EXERCISE OBJECTIVE:
The required answer is each line in the entries below where "dead" occurs.

┌─ MATERIAL FOR THE TASK

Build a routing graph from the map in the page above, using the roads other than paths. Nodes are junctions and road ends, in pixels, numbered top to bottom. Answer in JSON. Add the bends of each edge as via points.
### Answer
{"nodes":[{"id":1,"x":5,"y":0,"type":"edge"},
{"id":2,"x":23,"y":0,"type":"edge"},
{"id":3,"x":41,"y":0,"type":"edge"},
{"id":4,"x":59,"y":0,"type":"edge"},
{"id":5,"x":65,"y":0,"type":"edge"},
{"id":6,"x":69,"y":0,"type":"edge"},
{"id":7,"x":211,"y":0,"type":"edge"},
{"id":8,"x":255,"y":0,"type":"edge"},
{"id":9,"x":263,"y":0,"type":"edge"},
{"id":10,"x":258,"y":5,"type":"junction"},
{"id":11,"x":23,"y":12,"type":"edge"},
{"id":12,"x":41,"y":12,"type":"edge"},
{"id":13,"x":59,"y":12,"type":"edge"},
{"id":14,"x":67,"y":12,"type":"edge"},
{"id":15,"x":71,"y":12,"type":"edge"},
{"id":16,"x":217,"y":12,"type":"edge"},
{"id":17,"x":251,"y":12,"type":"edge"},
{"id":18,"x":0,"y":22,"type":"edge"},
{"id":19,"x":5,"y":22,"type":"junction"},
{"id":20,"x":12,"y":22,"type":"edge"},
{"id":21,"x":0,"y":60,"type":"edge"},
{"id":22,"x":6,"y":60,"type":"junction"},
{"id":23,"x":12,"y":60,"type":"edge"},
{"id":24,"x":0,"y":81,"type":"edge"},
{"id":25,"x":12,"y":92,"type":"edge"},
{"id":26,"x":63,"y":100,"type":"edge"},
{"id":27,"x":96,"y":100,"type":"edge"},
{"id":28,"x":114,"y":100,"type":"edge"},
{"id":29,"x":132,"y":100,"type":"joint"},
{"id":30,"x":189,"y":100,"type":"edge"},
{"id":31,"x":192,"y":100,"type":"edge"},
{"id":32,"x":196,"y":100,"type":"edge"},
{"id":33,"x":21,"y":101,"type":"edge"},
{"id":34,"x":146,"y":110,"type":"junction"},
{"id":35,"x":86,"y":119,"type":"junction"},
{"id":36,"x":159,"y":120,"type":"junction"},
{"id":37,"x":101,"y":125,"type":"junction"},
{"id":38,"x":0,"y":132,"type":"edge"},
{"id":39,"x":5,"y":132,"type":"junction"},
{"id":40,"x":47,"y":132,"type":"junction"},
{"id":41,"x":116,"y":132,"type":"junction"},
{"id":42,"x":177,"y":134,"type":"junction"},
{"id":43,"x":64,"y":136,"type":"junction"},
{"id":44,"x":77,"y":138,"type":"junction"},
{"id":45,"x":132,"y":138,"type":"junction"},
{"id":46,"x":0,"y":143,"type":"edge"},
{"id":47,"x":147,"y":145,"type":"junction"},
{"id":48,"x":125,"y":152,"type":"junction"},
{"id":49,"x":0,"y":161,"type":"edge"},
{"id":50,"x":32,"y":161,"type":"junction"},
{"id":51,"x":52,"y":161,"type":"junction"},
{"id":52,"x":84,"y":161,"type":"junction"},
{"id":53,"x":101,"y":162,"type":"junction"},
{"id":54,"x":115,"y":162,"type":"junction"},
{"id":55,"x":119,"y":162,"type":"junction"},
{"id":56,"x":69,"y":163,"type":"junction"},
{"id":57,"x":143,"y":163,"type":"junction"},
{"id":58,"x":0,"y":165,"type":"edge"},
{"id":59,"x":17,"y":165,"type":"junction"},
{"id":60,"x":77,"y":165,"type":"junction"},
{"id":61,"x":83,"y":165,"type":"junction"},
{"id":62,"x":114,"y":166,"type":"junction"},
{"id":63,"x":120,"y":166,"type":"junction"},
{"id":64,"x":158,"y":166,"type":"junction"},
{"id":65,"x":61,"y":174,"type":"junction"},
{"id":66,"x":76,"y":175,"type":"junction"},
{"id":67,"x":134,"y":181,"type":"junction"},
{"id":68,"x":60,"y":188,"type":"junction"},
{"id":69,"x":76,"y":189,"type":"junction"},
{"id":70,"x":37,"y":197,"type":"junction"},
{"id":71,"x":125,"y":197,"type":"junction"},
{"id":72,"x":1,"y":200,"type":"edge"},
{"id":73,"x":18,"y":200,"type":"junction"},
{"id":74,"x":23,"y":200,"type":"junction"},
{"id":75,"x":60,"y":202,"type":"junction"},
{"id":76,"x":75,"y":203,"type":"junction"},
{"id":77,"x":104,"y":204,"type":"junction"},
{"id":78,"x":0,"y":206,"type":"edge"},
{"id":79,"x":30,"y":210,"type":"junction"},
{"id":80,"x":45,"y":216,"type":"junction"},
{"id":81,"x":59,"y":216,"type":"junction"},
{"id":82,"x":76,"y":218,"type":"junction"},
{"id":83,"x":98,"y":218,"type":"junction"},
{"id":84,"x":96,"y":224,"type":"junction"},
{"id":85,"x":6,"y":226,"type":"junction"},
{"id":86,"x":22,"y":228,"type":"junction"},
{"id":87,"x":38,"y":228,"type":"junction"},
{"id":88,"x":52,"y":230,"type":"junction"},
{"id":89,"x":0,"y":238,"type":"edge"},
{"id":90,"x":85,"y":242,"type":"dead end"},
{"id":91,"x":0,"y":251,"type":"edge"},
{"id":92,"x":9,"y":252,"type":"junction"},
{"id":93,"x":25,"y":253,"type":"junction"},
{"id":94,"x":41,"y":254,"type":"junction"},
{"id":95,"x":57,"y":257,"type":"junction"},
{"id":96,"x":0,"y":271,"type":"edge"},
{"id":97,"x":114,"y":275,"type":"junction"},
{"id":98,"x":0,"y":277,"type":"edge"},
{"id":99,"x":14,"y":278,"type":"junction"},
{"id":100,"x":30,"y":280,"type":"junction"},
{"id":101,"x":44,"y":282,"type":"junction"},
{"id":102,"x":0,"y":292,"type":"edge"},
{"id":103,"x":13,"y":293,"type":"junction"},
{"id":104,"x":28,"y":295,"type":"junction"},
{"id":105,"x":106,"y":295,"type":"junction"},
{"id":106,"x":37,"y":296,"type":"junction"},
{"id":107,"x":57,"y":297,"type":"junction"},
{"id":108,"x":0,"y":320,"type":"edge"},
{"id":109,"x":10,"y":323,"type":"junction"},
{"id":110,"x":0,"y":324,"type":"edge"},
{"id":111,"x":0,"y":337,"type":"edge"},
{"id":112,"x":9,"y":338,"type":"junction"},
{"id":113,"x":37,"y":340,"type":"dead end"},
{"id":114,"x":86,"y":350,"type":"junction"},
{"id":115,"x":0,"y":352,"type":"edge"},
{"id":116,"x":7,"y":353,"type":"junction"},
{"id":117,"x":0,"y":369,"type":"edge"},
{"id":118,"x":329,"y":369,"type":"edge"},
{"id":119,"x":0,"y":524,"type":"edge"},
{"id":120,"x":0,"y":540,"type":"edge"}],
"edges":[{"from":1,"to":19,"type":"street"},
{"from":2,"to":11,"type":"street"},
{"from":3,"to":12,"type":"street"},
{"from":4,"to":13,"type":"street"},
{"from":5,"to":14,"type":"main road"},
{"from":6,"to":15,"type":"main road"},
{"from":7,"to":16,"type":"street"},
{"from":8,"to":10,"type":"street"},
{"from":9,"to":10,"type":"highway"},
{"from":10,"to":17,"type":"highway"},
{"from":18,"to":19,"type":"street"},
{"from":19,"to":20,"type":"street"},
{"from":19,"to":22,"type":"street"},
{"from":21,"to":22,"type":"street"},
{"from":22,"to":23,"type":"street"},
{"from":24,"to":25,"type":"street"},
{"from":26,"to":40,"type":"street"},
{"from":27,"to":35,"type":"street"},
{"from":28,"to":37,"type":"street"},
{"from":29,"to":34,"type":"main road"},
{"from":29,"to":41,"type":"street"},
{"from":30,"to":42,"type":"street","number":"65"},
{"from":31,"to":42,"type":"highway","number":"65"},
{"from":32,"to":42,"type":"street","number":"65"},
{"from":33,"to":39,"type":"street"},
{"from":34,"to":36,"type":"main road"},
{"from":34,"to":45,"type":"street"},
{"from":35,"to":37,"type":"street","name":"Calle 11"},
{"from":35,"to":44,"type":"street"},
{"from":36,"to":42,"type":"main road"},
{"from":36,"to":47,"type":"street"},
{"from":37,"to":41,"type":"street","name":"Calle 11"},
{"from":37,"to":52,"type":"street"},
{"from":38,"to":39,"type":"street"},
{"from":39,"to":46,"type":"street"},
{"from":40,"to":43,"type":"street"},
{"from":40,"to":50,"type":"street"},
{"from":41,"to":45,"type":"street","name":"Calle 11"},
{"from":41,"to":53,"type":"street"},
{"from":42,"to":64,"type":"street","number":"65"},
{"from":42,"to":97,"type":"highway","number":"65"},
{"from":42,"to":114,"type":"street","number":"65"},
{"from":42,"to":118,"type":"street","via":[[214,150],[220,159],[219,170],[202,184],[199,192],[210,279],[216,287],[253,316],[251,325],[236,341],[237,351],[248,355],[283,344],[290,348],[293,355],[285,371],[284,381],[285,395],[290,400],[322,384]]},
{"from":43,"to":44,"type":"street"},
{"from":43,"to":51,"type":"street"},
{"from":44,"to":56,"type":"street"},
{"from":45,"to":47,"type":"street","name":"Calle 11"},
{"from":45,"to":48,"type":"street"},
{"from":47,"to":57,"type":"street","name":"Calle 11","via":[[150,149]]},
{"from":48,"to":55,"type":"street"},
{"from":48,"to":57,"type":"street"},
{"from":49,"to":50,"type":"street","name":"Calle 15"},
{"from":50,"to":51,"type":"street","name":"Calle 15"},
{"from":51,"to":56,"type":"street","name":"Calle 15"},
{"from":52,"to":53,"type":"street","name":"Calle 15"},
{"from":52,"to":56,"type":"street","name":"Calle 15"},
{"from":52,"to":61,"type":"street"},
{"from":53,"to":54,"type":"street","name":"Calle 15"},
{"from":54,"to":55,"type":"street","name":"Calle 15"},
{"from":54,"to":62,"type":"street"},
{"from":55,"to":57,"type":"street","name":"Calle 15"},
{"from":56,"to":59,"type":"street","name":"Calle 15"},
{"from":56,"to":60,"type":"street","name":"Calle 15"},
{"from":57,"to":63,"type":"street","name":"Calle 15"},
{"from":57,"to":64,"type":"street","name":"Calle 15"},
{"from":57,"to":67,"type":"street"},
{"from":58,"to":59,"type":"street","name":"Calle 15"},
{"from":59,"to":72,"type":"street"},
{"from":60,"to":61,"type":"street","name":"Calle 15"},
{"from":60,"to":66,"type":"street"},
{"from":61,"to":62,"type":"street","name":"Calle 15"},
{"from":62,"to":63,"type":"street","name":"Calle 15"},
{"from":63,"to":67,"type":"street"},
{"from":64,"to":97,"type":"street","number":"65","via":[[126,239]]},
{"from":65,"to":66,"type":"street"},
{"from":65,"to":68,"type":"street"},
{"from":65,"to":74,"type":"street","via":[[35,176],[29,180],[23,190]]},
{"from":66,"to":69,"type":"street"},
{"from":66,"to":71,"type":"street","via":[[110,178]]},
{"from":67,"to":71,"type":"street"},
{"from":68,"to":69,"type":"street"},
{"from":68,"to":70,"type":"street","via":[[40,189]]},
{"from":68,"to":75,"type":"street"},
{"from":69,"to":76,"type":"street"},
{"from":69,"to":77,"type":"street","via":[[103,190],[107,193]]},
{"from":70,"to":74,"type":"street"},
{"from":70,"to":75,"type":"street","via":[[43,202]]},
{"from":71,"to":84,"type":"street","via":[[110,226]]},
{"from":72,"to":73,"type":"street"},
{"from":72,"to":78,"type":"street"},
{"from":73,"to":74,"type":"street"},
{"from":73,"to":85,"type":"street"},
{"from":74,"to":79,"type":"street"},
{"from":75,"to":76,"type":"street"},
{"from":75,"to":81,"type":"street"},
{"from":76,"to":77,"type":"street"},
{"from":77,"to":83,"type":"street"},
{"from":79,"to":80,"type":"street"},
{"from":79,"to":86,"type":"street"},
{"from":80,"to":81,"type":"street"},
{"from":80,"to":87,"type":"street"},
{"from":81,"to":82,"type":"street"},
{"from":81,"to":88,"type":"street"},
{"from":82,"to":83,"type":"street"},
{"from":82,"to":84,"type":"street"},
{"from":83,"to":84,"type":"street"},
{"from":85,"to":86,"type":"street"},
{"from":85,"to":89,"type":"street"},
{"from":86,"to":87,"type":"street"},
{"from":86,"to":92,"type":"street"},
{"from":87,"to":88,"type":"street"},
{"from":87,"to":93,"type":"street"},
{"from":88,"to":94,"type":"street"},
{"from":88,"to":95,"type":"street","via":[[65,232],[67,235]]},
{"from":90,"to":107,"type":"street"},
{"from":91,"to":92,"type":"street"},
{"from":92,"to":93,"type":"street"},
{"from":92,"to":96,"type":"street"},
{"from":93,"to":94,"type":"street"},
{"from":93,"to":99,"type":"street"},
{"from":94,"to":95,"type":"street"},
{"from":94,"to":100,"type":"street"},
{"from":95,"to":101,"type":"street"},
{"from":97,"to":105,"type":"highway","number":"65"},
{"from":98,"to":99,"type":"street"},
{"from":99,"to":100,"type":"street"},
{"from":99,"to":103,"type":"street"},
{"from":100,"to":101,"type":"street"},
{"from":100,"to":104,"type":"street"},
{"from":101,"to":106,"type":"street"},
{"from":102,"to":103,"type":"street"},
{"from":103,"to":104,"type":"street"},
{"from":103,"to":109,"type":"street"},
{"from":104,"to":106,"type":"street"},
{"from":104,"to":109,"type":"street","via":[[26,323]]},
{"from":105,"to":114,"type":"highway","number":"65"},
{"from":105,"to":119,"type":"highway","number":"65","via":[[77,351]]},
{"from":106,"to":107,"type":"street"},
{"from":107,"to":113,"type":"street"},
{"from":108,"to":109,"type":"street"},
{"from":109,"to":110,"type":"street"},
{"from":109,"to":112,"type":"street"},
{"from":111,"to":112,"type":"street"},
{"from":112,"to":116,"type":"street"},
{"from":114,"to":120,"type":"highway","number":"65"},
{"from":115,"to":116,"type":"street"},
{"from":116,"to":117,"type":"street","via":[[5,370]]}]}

└─

YOUR RESPONSE:
{"id":90,"x":85,"y":242,"type":"dead end"},
{"id":113,"x":37,"y":340,"type":"dead end"},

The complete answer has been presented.